> **DATA LISTING**
'''

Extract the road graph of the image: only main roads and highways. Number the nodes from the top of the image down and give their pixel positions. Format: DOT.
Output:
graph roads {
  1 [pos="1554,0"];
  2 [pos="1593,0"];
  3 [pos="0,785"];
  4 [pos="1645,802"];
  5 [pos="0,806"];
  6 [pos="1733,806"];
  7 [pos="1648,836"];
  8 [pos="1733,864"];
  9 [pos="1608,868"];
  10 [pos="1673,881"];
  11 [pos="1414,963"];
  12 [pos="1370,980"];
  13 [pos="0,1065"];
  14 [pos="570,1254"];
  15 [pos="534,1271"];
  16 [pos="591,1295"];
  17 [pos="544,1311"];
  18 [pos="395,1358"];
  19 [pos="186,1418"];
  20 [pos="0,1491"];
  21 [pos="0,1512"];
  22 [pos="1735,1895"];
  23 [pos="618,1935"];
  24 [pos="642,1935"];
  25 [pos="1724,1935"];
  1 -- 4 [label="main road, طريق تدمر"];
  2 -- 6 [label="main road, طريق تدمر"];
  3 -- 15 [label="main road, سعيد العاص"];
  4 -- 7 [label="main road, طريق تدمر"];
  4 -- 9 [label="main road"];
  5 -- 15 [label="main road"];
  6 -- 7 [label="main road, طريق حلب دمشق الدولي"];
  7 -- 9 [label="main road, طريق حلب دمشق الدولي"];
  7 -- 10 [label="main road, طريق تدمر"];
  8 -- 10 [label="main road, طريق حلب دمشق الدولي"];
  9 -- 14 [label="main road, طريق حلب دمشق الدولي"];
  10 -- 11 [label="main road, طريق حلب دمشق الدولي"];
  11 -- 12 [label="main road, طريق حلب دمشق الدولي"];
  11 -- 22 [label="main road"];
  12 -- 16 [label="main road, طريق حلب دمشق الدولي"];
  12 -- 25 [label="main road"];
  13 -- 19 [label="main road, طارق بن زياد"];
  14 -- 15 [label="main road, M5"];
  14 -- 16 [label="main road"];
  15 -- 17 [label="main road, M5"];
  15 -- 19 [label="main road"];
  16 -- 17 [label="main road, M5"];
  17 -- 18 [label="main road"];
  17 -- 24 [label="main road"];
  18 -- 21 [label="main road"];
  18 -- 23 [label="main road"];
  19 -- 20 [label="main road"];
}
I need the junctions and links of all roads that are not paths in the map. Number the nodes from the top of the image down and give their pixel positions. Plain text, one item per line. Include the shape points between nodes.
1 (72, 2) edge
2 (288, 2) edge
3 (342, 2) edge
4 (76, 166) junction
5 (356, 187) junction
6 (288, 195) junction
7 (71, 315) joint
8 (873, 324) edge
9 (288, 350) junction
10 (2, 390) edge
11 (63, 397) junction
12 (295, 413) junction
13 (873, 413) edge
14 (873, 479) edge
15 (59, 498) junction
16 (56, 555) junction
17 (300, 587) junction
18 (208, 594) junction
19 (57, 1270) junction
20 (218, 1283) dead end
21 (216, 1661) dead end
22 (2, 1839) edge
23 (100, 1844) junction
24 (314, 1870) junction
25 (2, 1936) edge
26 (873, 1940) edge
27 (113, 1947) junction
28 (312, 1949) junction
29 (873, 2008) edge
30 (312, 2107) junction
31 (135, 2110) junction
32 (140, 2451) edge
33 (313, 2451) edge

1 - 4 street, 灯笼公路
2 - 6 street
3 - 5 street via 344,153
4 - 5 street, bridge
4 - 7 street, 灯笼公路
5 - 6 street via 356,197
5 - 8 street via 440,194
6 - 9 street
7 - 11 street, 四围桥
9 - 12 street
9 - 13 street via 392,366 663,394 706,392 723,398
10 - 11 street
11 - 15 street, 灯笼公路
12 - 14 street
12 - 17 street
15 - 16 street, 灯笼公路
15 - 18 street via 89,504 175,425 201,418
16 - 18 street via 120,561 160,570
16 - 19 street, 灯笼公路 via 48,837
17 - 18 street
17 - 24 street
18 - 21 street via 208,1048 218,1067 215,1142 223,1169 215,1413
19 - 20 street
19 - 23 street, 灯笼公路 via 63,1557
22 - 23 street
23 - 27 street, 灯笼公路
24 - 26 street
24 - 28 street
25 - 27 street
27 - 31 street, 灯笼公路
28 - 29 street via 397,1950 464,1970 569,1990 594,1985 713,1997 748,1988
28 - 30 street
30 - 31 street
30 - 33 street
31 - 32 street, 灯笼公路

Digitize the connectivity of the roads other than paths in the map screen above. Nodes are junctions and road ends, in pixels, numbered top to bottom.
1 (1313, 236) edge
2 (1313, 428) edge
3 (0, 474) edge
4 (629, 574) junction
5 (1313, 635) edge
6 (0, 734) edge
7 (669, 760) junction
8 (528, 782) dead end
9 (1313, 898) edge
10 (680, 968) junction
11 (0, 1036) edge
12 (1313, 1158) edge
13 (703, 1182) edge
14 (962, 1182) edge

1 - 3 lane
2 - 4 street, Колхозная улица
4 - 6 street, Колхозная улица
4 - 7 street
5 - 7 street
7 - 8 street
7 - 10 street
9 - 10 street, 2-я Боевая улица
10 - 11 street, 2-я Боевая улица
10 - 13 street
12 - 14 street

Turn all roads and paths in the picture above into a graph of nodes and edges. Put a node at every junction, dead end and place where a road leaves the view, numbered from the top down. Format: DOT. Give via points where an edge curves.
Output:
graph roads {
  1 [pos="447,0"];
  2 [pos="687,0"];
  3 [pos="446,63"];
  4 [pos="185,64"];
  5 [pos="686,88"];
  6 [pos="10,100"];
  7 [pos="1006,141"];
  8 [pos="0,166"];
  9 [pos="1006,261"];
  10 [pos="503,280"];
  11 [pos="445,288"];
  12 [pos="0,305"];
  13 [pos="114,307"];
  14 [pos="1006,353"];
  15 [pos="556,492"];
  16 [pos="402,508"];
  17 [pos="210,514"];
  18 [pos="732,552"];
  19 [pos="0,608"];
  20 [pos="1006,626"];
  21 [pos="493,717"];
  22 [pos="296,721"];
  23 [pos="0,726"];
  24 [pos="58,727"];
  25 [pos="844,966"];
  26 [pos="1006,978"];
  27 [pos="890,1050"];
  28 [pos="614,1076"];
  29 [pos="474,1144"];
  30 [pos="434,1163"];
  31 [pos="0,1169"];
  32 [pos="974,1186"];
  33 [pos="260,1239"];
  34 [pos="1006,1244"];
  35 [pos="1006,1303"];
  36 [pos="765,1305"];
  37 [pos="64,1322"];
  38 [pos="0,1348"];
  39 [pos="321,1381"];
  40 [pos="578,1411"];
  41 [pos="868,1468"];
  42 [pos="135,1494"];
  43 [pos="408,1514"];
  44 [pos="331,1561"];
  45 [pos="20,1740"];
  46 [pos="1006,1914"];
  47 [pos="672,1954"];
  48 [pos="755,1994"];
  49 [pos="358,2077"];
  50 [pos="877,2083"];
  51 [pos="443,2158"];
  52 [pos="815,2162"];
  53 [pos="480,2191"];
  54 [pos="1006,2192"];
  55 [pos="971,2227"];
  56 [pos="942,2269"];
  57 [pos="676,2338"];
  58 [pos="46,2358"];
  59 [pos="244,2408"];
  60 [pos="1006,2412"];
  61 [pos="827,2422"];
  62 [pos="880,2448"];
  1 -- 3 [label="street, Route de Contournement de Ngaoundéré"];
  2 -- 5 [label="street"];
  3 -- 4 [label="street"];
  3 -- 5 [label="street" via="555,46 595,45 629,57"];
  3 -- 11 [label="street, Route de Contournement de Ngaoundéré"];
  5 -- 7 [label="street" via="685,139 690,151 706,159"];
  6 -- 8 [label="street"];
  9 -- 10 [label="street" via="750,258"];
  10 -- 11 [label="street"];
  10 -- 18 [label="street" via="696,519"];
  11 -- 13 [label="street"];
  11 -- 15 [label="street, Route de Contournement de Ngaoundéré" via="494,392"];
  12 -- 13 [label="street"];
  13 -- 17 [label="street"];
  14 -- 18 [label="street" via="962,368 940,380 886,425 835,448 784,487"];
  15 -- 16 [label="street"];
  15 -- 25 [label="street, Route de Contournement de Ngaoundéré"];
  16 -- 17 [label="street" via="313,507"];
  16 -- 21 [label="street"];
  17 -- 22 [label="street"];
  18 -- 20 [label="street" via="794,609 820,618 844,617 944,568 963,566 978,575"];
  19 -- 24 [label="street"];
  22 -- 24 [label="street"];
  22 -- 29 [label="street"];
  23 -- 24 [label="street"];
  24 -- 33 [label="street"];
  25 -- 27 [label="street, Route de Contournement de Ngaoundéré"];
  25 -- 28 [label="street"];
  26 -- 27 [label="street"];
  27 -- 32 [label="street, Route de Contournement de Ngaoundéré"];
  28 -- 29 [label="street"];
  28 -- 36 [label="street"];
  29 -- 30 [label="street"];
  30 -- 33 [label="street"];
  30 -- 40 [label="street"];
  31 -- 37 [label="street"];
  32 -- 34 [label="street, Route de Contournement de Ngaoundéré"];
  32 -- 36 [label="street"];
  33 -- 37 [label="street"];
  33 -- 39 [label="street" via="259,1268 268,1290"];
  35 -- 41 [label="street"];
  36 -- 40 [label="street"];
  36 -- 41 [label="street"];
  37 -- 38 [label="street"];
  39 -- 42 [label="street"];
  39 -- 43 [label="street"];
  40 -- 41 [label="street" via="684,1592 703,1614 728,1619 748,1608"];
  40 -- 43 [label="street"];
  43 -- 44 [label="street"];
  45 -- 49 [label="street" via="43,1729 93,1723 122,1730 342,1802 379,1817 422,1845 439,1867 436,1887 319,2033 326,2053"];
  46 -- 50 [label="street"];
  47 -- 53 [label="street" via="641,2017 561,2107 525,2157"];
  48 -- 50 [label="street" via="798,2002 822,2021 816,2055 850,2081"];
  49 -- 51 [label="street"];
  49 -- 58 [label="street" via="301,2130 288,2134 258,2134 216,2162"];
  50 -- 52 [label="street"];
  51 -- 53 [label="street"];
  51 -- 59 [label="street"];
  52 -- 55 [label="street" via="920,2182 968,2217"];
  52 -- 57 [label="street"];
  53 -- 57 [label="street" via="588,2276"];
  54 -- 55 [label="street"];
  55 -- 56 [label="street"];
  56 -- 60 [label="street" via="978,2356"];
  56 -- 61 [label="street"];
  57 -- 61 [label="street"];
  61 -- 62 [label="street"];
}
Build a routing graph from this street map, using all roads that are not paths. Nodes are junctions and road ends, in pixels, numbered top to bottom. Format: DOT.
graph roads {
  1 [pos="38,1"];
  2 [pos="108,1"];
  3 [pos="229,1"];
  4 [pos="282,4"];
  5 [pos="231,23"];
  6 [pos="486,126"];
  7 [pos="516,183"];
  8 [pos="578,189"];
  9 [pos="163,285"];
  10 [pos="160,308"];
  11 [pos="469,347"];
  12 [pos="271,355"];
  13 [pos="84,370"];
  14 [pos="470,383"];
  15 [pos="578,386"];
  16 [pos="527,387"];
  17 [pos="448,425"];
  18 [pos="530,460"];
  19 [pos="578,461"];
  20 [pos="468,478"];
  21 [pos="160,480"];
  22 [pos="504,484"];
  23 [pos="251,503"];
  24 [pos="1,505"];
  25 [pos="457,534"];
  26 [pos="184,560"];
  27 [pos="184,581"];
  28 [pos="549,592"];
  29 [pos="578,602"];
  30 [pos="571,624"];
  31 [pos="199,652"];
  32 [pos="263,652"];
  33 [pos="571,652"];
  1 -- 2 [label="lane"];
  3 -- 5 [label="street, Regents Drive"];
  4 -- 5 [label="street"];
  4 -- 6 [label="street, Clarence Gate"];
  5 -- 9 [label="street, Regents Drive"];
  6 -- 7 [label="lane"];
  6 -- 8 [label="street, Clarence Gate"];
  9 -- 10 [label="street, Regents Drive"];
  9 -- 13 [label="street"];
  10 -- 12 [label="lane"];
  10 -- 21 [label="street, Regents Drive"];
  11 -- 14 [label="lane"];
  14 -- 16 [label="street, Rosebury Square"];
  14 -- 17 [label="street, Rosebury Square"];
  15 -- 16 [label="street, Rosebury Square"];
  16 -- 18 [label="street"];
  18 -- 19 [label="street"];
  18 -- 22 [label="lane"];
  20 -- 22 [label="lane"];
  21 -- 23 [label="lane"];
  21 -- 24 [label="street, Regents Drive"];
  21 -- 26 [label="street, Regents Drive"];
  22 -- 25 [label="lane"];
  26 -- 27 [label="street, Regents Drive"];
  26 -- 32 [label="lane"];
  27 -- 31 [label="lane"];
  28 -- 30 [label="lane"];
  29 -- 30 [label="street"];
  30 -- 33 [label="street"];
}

'''

Find the word "numbered" in the entries, and copy every line it shows up in.

Digitize the connectivity of the roads other than paths in the map screen above. Nodes are junctions and road ends, in pixels, numbered top to bottom.
Turn all roads and paths in the picture above into a graph of nodes and edges. Put a node at every junction, dead end and place where a road leaves the view, numbered from the top down. Format: DOT. Give via points where an edge curves.
Build a routing graph from this street map, using all roads that are not paths. Nodes are junctions and road ends, in pixels, numbered top to bottom. Format: DOT.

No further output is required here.